Назначают высокие дозы витамина Д, так как небольшие дозы не устраняют гипофосфатемию. Начальные дозы витамина Д (10-15 тыс МЕ\сут), при необходимости увеличивают до 100-300 тыс МЕ\сут. под контролем биохимических показателей. Внутрь дают глицерофосфат Са до 1 г\сут, глюконат Са - 1,5 - 2,0 г\сут. Для улучшения их всасывания используют длительно (5-6 мес) цитратную смесь по 20-50 мл\сут. Назначают массаж, соляно-хвойные ванны.
При необходимости проводят хирургическую коррекцию.

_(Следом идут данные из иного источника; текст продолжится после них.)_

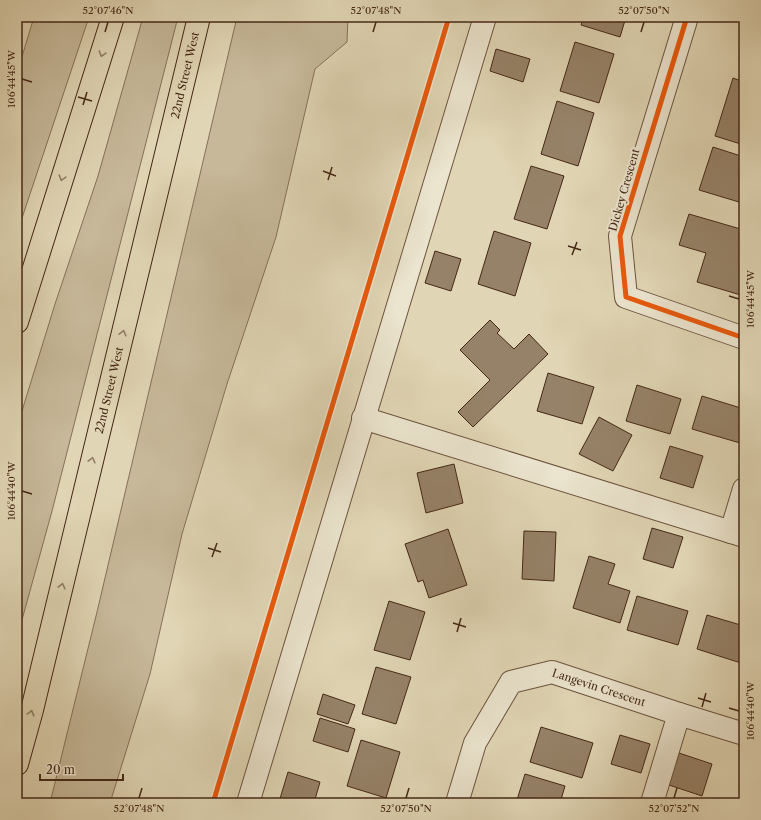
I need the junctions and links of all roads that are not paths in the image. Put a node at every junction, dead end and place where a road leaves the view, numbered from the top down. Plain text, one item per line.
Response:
1 (113, 17) edge
2 (198, 17) edge
3 (485, 17) edge
4 (687, 17) edge
5 (17, 322) edge
6 (744, 338) edge
7 (363, 418) junction
8 (744, 489) edge
9 (737, 534) edge
10 (679, 714) junction
11 (744, 734) edge
12 (17, 764) edge
13 (248, 803) edge
14 (457, 803) edge
15 (652, 803) edge

1 -> 5 highway
12 -> 2 highway, 22nd Street West
3 - 7 street
4 - 6 street, Dickey Crescent
7 - 9 street
7 - 13 street
8 - 9 street
10 - 11 street, Langevin Crescent
10 - 14 street, Langevin Crescent
10 - 15 street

Псевдодефицитный витамин-д-зависимый рахит.
Тип наследования аутосомно-рецессивный. В 25% выявляется кровное родство родителей. Если оба родителя являются носителями патологического гена (при этом они сами не имеют признаков болезни), их дети, унаследовав один патологический ген от отца и один - от матери, становятся больными.

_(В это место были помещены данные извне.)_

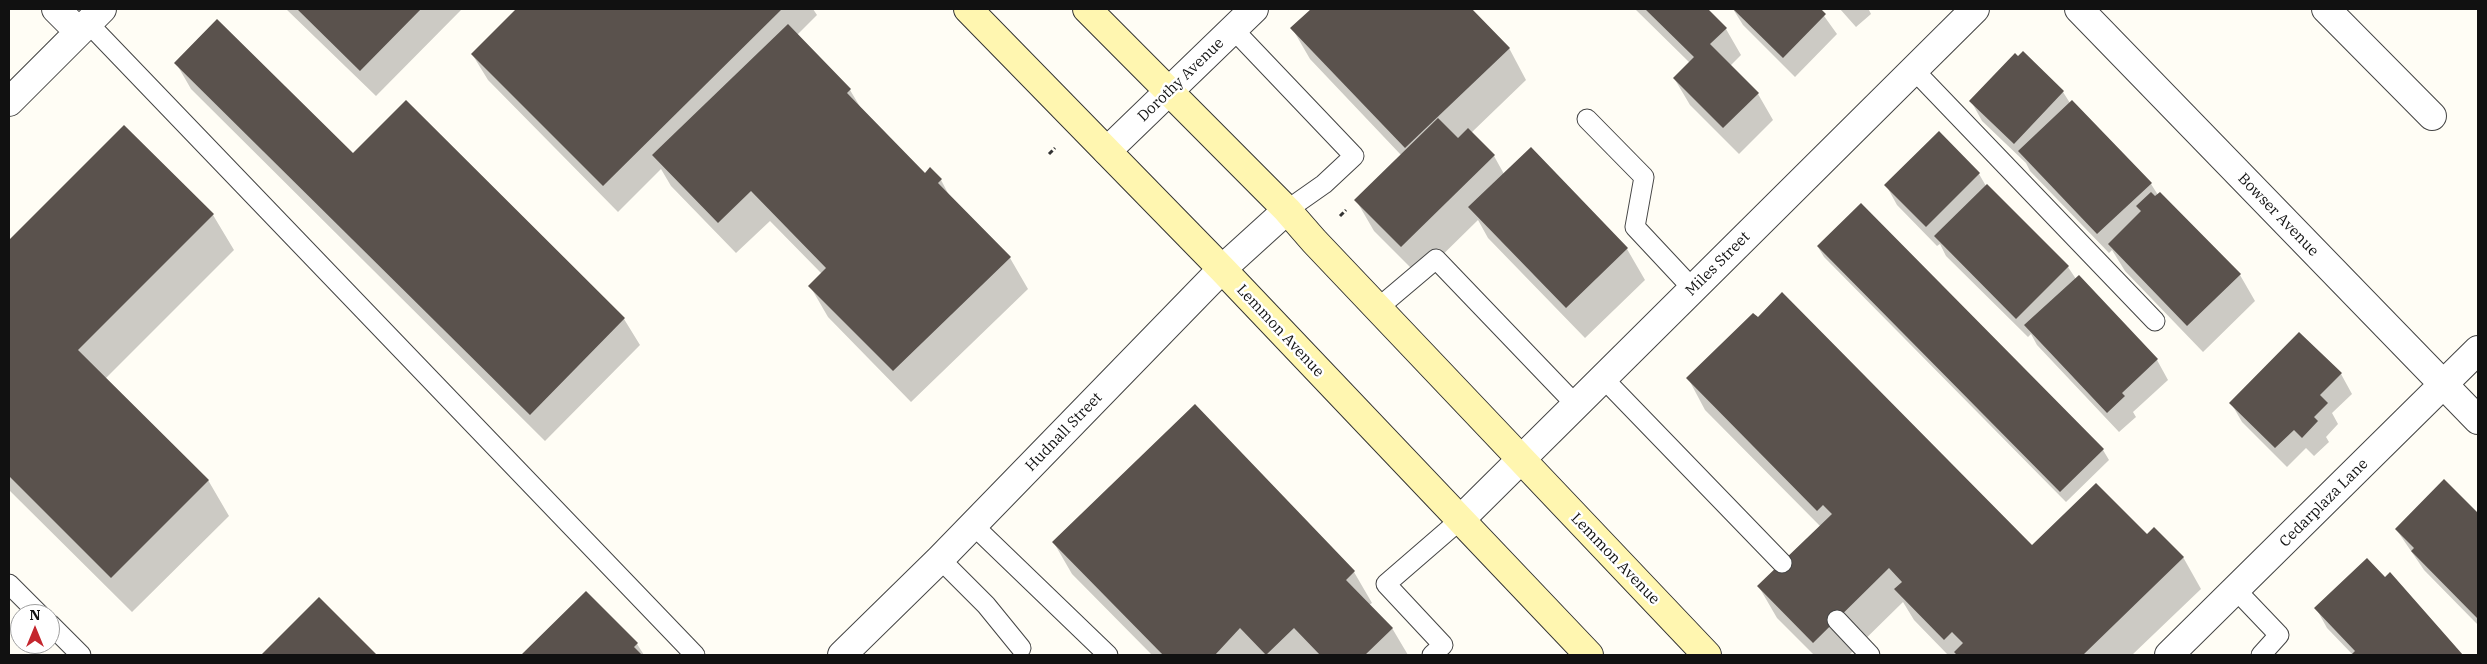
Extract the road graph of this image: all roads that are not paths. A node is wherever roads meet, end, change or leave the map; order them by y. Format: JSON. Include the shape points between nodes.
{"nodes":[{"id":1,"x":56,"y":9,"type":"edge"},
{"id":2,"x":968,"y":9,"type":"edge"},
{"id":3,"x":1087,"y":9,"type":"edge"},
{"id":4,"x":1254,"y":9,"type":"edge"},
{"id":5,"x":1975,"y":9,"type":"edge"},
{"id":6,"x":2078,"y":9,"type":"edge"},
{"id":7,"x":2326,"y":9,"type":"edge"},
{"id":8,"x":90,"y":21,"type":"edge"},
{"id":9,"x":1233,"y":29,"type":"junction"},
{"id":10,"x":1914,"y":70,"type":"junction"},
{"id":11,"x":1169,"y":92,"type":"junction"},
{"id":12,"x":9,"y":102,"type":"edge"},
{"id":13,"x":2432,"y":116,"type":"dead end"},
{"id":14,"x":1587,"y":119,"type":"dead end"},
{"id":15,"x":1107,"y":151,"type":"junction"},
{"id":16,"x":1287,"y":210,"type":"junction"},
{"id":17,"x":1222,"y":269,"type":"junction"},
{"id":18,"x":1693,"y":289,"type":"junction"},
{"id":19,"x":1378,"y":308,"type":"junction"},
{"id":20,"x":2155,"y":322,"type":"dead end"},
{"id":21,"x":2478,"y":350,"type":"edge"},
{"id":22,"x":1603,"y":378,"type":"junction"},
{"id":23,"x":2443,"y":385,"type":"junction"},
{"id":24,"x":1576,"y":405,"type":"junction"},
{"id":25,"x":2478,"y":420,"type":"edge"},
{"id":26,"x":1521,"y":460,"type":"junction"},
{"id":27,"x":1460,"y":520,"type":"junction"},
{"id":28,"x":973,"y":525,"type":"junction"},
{"id":29,"x":940,"y":559,"type":"junction"},
{"id":30,"x":1782,"y":564,"type":"dead end"},
{"id":31,"x":9,"y":584,"type":"edge"},
{"id":32,"x":2236,"y":590,"type":"junction"},
{"id":33,"x":29,"y":604,"type":"edge"},
{"id":34,"x":1837,"y":620,"type":"dead end"},
{"id":35,"x":60,"y":634,"type":"edge"},
{"id":36,"x":1021,"y":648,"type":"dead end"},
{"id":37,"x":82,"y":655,"type":"edge"},
{"id":38,"x":694,"y":655,"type":"edge"},
{"id":39,"x":842,"y":655,"type":"edge"},
{"id":40,"x":1108,"y":655,"type":"edge"},
{"id":41,"x":1432,"y":655,"type":"edge"},
{"id":42,"x":1589,"y":655,"type":"edge"},
{"id":43,"x":1707,"y":655,"type":"edge"},
{"id":44,"x":1870,"y":655,"type":"edge"},
{"id":45,"x":2169,"y":655,"type":"edge"},
{"id":46,"x":2261,"y":655,"type":"edge"}],
"edges":[{"from":1,"to":8,"type":"street"},
{"from":2,"to":15,"type":"main road","name":"Lemmon Avenue"},
{"from":3,"to":11,"type":"main road","name":"Lemmon Avenue"},
{"from":4,"to":9,"type":"street","name":"Dorothy Avenue"},
{"from":5,"to":10,"type":"street","name":"Miles Street"},
{"from":6,"to":23,"type":"street","name":"Bowser Avenue"},
{"from":7,"to":13,"type":"street"},
{"from":8,"to":12,"type":"street"},
{"from":8,"to":38,"type":"lane"},
{"from":9,"to":11,"type":"street","name":"Dorothy Avenue"},
{"from":9,"to":16,"type":"lane","via":[[1354,156],[1324,184]]},
{"from":10,"to":18,"type":"street","name":"Miles Street"},
{"from":10,"to":20,"type":"lane"},
{"from":11,"to":15,"type":"street","name":"Dorothy Avenue"},
{"from":11,"to":16,"type":"main road","name":"Lemmon Avenue"},
{"from":14,"to":18,"type":"lane","via":[[1644,178],[1635,228]]},
{"from":15,"to":17,"type":"main road","name":"Lemmon Avenue"},
{"from":16,"to":17,"type":"street","name":"Hudnall Street"},
{"from":16,"to":19,"type":"main road","name":"Lemmon Avenue"},
{"from":17,"to":27,"type":"main road","name":"Lemmon Avenue"},
{"from":17,"to":28,"type":"street","name":"Hudnall Street"},
{"from":18,"to":22,"type":"street","name":"Miles Street"},
{"from":19,"to":24,"type":"lane","via":[[1436,259]]},
{"from":19,"to":26,"type":"main road","name":"Lemmon Avenue"},
{"from":21,"to":23,"type":"street","name":"Cedarplaza Lane"},
{"from":22,"to":24,"type":"street","name":"Miles Street"},
{"from":22,"to":30,"type":"lane"},
{"from":23,"to":25,"type":"street","name":"Bowser Avenue"},
{"from":23,"to":32,"type":"street","name":"Cedarplaza Lane"},
{"from":24,"to":26,"type":"street","name":"Miles Street"},
{"from":26,"to":27,"type":"street","name":"Miles Street"},
{"from":26,"to":43,"type":"main road","name":"Lemmon Avenue"},
{"from":27,"to":41,"type":"lane","via":[[1386,584],[1443,644]]},
{"from":27,"to":42,"type":"main road","name":"Lemmon Avenue"},
{"from":28,"to":29,"type":"street","name":"Hudnall Street"},
{"from":28,"to":40,"type":"lane"},
{"from":29,"to":36,"type":"lane","via":[[986,605]]},
{"from":29,"to":39,"type":"street","name":"Hudnall Street"},
{"from":31,"to":33,"type":"lane"},
{"from":32,"to":45,"type":"street","name":"Cedarplaza Lane"},
{"from":32,"to":46,"type":"lane","via":[[2280,635]]},
{"from":34,"to":44,"type":"lane"},
{"from":35,"to":37,"type":"lane"}]}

Заболевание обусловлено дефицитом метаболитов витамина Д, образующихся в печени и почках [25(ОН)Д3 и 1,25(ОН)2 Д3], то есть нарушается превращение 25(ОН)Д3 в 1,25(ОН)2 Д3 в почках. В результате этого нарушается всасывание Са и Р в кишечнике и усиливаются потери Р с мочой. Развивается типичное снижение Са в крови, умеренное снижение Р и повышение ЩФ.
В отличие от обычного - витамин-Д-дефицитного рахита обычные лечебные дозы витамина Д не ведут к ликвидации этих сдвигов.
Клиника.
Заболевание проявляется в первые 3-5 месяцев жизни и носит прогрессирующий характер, несмотря на профилактику и лечение рахита. Первые признаки – функциональные изменения Н.С. (потливость, нарушение сна, вздрагивания). Затем присоединяются костные изменения (деформации нижних конечностей варусного типа, "четки", "браслетки"), а также мышечная гипотония. Периодически отмечаются судороги.
Биохимические показатели:
выраженное снижение Са (1,7 - 2,0 ммоль\л);
Р в норме или слегка снижен;
повышена ЩФ;
умеренное выделение Са с мочой;
гипераминоацидоурия.
R-логически выявляются дефекты минерализации, расширение зон роста, утолщение метафизов, множественные переломы.
При обычном витамин-Д-дефицитном рахите есть эффект на фоне антирахитической терапии, Са крови снижен, но 25(ОН)Д3 , 1,25(ОН)2 Д3- снижены.
Лечение
Витамин Д - 10-40 тыс МЕ\сут., препараты Са - 1,5 - 2 г\сут, Р (фитин), витамины А, С, Е, цитратная смесь.
Эффект обычно наступает через 4-6 мес, но лечение проводят в течение нескольких лет, так как при ранней отмене наступает рецидив. При необходимости - хирургическая коррекция.